New York’s MOMA

We are spoilt for choice in Britain with so many museums and art galleries providing free entrace to everything but some special exhibits. Hence, balking at the idea of paying to go to the Mususem of Modern Art (MOMA) in New York. However my sister convinced me to go and (despite not being the biggest fan of most modern art displays).

At least, if anything, the MOMA is pretty good value also including entrance to their PS1 extension found in Long Island City, Queens. The MOMA contains about four or five floors of exhibits with plenty of rooms to walk around in. Just like most art places, unless you’re a huge fan of it, I think it’s best to go for the guided tour.

My sister found out about the very cool lecture tours conducted by a proper graduate student who talks about each of the pieces. They equipped us with modern listening devices, allowing the lecturer to speak with ease into their clip-on mike and hear her on our earpieces which we carried around. Given how popular the MOMA is and how many people somehow move in the way I really enjoyed this modern and particularly convenient touch.
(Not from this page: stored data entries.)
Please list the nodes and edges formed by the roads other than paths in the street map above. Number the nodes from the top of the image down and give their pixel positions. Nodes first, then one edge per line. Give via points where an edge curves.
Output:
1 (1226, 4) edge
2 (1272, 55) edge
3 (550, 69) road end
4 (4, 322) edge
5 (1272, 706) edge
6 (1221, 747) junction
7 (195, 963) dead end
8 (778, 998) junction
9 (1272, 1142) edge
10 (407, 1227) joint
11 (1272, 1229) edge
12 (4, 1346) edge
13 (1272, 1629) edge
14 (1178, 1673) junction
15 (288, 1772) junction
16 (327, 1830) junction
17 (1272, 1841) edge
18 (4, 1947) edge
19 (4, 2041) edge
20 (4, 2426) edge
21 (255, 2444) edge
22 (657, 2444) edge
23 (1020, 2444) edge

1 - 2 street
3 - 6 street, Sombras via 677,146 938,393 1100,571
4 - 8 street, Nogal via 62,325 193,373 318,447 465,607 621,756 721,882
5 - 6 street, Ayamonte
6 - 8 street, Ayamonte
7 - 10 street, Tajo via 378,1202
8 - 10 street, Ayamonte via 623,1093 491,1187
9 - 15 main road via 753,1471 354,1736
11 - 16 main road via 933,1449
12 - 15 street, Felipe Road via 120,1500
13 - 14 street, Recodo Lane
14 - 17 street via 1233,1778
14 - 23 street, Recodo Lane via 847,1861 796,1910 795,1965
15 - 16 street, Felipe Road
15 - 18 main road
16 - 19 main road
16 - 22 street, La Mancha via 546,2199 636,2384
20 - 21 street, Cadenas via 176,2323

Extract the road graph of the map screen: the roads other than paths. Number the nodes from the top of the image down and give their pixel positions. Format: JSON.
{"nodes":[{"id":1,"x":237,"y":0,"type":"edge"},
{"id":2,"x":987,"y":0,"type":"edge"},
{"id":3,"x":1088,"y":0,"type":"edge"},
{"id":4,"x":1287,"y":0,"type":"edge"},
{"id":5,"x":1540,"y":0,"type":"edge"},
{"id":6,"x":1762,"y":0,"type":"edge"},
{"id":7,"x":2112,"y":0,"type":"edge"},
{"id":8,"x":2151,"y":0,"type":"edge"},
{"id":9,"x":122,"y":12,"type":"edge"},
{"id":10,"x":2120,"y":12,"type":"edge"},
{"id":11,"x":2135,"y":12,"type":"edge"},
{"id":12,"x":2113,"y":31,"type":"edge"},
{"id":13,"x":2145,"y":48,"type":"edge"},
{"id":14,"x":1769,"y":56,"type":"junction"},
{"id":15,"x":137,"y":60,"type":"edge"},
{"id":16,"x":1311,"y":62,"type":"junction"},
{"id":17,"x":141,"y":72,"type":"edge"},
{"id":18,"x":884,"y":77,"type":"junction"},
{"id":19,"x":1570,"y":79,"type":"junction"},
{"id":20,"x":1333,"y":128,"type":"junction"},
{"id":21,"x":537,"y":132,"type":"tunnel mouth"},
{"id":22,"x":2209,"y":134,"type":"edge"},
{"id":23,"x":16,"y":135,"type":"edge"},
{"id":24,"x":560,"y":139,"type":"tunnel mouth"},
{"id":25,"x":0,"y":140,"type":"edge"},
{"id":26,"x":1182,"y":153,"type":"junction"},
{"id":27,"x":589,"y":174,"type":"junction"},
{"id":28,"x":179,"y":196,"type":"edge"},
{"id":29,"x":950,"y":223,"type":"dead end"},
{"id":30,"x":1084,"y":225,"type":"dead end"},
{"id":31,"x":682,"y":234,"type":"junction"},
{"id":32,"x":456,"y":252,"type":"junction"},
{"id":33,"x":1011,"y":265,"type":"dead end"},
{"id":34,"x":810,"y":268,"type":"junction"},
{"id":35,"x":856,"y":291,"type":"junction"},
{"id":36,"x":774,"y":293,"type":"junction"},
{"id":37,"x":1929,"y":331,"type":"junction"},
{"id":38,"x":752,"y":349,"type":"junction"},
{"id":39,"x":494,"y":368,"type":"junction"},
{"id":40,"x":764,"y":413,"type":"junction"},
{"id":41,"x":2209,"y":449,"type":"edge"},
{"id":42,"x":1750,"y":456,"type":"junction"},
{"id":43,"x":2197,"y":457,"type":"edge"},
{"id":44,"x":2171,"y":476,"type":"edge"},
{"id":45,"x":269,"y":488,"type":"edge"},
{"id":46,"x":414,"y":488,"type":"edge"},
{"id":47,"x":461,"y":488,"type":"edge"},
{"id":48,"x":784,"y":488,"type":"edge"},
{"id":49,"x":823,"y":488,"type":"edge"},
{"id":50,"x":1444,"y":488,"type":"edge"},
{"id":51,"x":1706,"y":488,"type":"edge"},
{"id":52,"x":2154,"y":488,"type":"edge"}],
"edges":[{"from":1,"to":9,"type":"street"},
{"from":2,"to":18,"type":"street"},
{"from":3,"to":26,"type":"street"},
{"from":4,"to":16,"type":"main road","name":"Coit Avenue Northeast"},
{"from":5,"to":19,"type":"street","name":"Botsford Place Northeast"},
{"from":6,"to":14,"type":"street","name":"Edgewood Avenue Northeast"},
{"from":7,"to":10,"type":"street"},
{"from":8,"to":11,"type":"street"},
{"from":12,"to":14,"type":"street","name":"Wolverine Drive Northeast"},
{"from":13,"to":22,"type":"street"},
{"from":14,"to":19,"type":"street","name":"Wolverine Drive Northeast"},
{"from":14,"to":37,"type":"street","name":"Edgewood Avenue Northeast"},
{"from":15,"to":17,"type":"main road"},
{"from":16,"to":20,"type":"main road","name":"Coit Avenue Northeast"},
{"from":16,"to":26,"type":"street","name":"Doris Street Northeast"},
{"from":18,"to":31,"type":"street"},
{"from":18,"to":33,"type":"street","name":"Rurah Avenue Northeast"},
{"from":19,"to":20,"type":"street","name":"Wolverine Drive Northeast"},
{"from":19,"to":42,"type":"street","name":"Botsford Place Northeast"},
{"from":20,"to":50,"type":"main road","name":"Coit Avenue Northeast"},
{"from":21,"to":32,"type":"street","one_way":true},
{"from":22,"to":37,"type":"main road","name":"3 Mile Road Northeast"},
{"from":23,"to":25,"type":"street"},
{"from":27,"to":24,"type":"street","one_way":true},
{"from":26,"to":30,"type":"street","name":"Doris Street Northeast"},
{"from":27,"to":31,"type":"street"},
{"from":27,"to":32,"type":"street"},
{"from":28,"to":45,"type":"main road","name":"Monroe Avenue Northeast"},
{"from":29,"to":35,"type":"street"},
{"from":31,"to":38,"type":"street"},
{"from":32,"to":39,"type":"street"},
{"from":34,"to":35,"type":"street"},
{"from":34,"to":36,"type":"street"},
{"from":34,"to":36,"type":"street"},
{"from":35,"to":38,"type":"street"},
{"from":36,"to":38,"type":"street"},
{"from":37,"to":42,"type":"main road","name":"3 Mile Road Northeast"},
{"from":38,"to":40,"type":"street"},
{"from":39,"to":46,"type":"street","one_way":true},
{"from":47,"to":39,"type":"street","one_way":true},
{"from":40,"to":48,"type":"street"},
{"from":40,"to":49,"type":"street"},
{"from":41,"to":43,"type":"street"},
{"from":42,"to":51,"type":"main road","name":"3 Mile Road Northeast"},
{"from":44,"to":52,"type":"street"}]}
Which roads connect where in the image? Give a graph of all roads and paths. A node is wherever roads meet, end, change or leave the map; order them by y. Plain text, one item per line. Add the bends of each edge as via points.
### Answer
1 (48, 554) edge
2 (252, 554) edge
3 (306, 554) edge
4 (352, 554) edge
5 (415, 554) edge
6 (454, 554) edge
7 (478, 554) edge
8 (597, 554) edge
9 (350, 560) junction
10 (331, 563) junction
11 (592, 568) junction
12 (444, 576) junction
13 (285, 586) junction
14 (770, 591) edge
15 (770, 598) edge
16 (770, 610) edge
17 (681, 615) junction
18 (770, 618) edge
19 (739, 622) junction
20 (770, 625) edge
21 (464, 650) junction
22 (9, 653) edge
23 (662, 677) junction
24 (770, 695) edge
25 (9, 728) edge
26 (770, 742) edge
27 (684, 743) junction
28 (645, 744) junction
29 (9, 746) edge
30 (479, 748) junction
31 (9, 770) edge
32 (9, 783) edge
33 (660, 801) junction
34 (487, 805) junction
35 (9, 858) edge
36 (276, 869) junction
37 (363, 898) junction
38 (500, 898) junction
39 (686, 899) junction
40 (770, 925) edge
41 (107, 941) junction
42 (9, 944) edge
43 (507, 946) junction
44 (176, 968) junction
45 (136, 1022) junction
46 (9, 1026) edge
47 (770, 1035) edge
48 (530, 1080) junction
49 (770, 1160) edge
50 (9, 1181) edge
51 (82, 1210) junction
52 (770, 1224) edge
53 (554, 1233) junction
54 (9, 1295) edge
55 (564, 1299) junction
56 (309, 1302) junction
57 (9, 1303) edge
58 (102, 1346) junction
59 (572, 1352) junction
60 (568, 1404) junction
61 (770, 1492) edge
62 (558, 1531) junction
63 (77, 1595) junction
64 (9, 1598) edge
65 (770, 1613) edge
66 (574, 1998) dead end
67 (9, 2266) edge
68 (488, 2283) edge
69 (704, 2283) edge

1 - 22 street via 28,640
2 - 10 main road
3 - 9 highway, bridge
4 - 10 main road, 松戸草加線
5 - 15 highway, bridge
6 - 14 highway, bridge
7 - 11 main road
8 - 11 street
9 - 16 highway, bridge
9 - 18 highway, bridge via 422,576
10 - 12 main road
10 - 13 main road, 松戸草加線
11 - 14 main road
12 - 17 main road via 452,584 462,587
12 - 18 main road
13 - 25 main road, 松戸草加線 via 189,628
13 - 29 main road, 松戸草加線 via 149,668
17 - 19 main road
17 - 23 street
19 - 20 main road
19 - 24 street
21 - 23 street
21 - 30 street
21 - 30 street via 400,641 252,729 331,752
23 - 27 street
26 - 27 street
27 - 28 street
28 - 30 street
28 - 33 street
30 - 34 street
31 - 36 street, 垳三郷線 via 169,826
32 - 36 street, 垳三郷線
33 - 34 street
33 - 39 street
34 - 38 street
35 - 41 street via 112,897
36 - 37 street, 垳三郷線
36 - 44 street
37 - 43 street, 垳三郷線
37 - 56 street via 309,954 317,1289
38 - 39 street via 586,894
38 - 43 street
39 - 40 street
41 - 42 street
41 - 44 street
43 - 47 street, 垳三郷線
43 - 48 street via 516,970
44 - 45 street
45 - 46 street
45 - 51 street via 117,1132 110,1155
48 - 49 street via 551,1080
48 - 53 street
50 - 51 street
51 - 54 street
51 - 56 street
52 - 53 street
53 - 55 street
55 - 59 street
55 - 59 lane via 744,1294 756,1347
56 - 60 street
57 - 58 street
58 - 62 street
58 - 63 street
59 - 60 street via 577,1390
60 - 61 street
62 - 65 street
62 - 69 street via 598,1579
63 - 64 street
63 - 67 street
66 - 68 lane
Our lecture took us on a “Changing Faces” tour of sculpture where we looked at pieces from multiple ages to see the progression. I liked the way that our lecturer/guide asked us on our thoughts even though she realised we didn’t really know that much about the artists or times. I liked the way that she was fine with our interpretations and comments on what we noticed most about each piece.

After the tour lasting about an hour, we walked around the rest of the exhibits. One of the “live” art pieces was a piano played from the inside as they crawl around the floor. Not quite sure what it was really trying to send as a message but entertaining when watching the crowds move with the piano from a bird’s eye view on the upper floors. I also realised walking around that I noticed many exhibits I’d seen in both London’s Tate Modern and Paris’ Pompidou Centre.